P-au-P., 05 fév. 07 [AlterPresse] --- En Haïti, l’agriculture représente 25% du produit intérieur brut (PIB). Elle constitue la principale activité des gens en milieu rural (où résident deux ménages haïtiens sur trois). Parallèlement à cette agriculture rurale, se développe une culture urbaine et périurbaine (en bordure des villes).Cette dernière bute sur des difficultés de tous genres.

Faute de mieux

« Les activités ne tournent pas rond. Mais nous n’avons pas le choix, si nous voulons nourrir nos enfants ».

Cette revendeuse de légumes s’approvisionne au principal marché public de Port-au-Prince, la Croix-des-Bossales.

Avant de s’adonner au commerce de légumes, Ghislaine gagnait sa vie en alternant les activités d’employée de maison et de cultivatrice, dans sa commune natale, Kenscoff (Est de Port-au-Prince).

L’essentiel de l’agriculture urbaine

La production de légumes constitue l’essentiel de l’agriculture urbaine en Haïti. Il s’agit en fait de la culture en pot, à l’instar de la culture de fleurs dans d’autres pays.

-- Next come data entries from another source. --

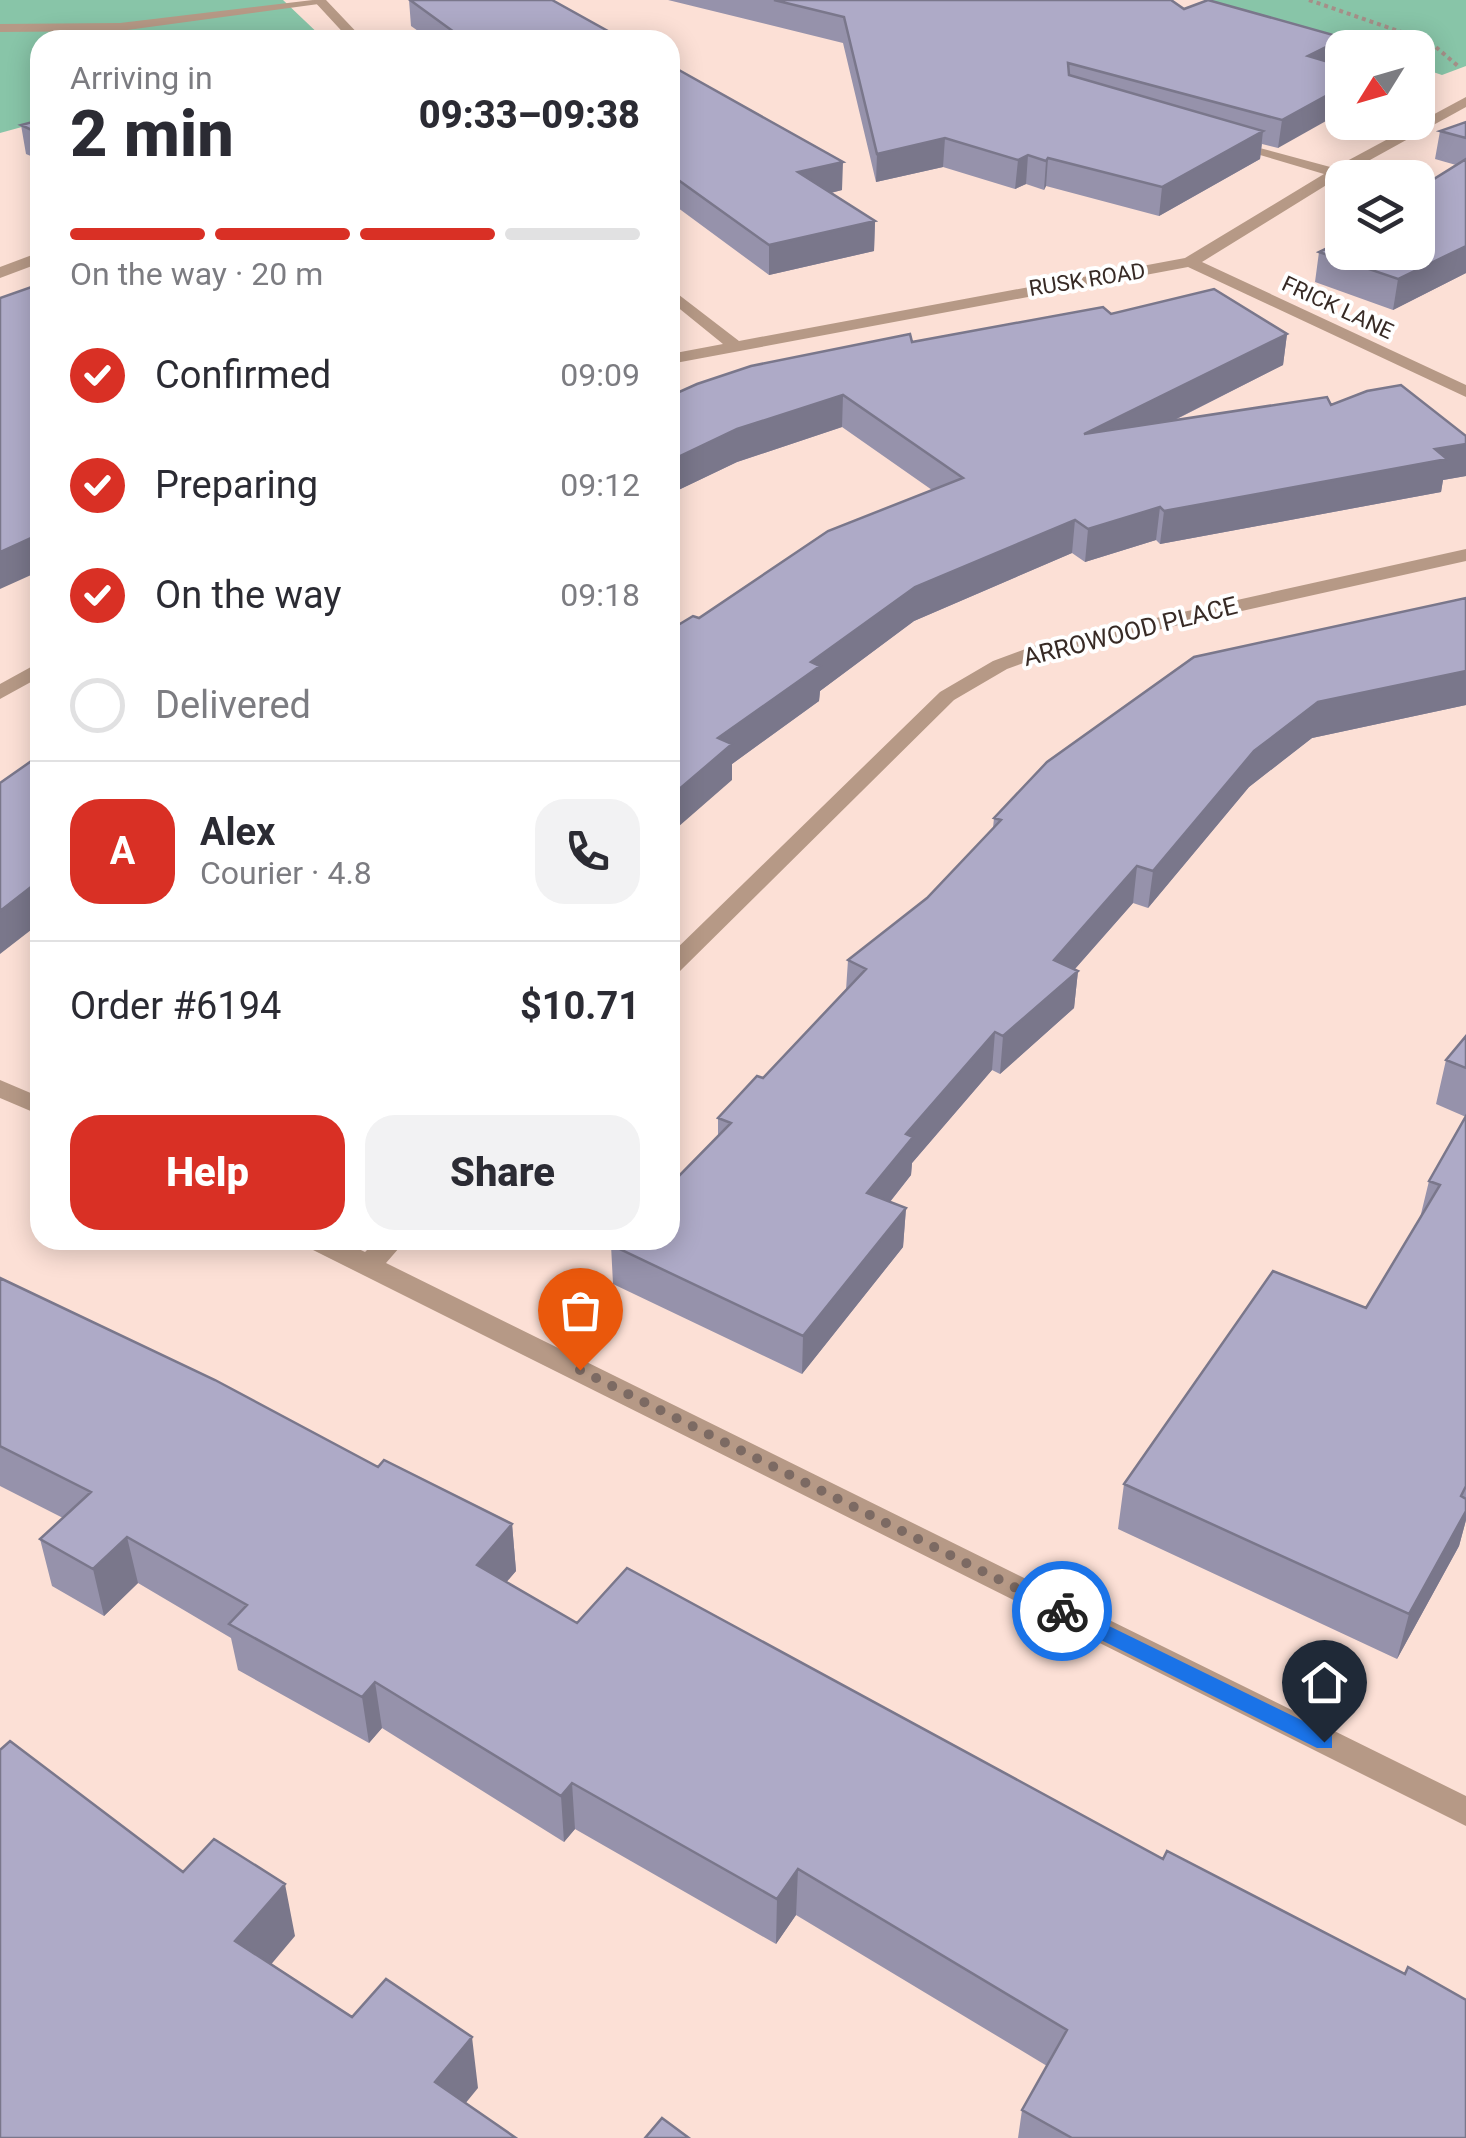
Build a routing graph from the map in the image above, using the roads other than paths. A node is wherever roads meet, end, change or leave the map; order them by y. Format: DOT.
graph roads {
  1 [pos="340,0"];
  2 [pos="320,1"];
  3 [pos="0,28"];
  4 [pos="347,30"];
  5 [pos="1466,101"];
  6 [pos="1220,139"];
  7 [pos="1359,160"];
  8 [pos="1325,170"];
  9 [pos="1325,180"];
  10 [pos="30,262"];
  11 [pos="1190,262"];
  12 [pos="0,272"];
  13 [pos="680,300"];
  14 [pos="733,344"];
  15 [pos="680,357"];
  16 [pos="1466,392"];
  17 [pos="1466,555"];
  18 [pos="30,674"];
  19 [pos="0,692"];
  20 [pos="680,958"];
  21 [pos="0,1088"];
  22 [pos="30,1102"];
  23 [pos="338,1250"];
  24 [pos="383,1250"];
  25 [pos="368,1264"];
  26 [pos="1466,1812"];
  1 -- 2 [label="street"];
  2 -- 3 [label="street"];
  2 -- 4 [label="street"];
  5 -- 7 [label="street, RUSK ROAD"];
  6 -- 8 [label="street"];
  9 -- 11 [label="street, RUSK ROAD"];
  10 -- 12 [label="street"];
  11 -- 14 [label="street, RUSK ROAD"];
  11 -- 16 [label="street, FRICK LANE"];
  13 -- 14 [label="street"];
  14 -- 15 [label="street, RUSK ROAD"];
  17 -- 20 [label="street, ARROWOOD PLACE"];
  18 -- 19 [label="street"];
  21 -- 22 [label="street"];
  23 -- 25 [label="street"];
  24 -- 25 [label="street"];
  25 -- 26 [label="street"];
}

Selon l’agroéconomiste Gilles Damais, qui travaille en Haïti depuis plusieurs années pour le compte d’un bureau d’étude français, l’agriculture urbaine se fait principalement dans les quartiers populaires. « On place les pots que l’on construit sur le toit des maisons. Ils bénéficient à la fois d’un excellent ensoleillement - puisqu’il n’y a pas d’ombre -, et des précipitations quand il pleut. On arrose quand on est en saison sèche ».

Les acteurs

L’agriculture urbaine en Haïti relève surtout d’initiatives privée, d’ONG et de la coopération internationale. Un projet était observé il y a quelques années à Cité Soleil, le plus grand bidonville du pays. Une autre expérience, en cours aux Gonaïves, une ville située à quelque quatre heures, au nord de Port-au-Prince, vise à développer de petits potagers un peu plus grands que des pneus en milieu urbain. Gilles Damais attire aussi l’attention sur « une initiative privée d’un entrepreneur qui fait de l’agriculture hydroponique en milieu urbain et qui vend des produits de grande qualité, mais très chers, dans certains supermarchés ».

Une production marginale

La production issue de ces jardins urbains est extrêmement marginale, explique l’agroéconomiste. « C’est fait dans un premier temps pour de la consommation domestique, c’est-à-dire que la personne qui cultive sur le toit de sa maison va utiliser les légumes dans son alimentation quotidienne, mais peut également vendre une partie de sa production pour acheter par exemple des semences maraîchères qui sont relativement chères ».

L’agriculture périurbaine

Parallèlement à l’agriculture urbaine, une culture beaucoup plus importante a lieu en bordure des villes. Elle consiste en une production de denrées périssables, des légumes notamment, qu’on achemine vers les marchés de consommation les plus proches de la capitale haïtienne.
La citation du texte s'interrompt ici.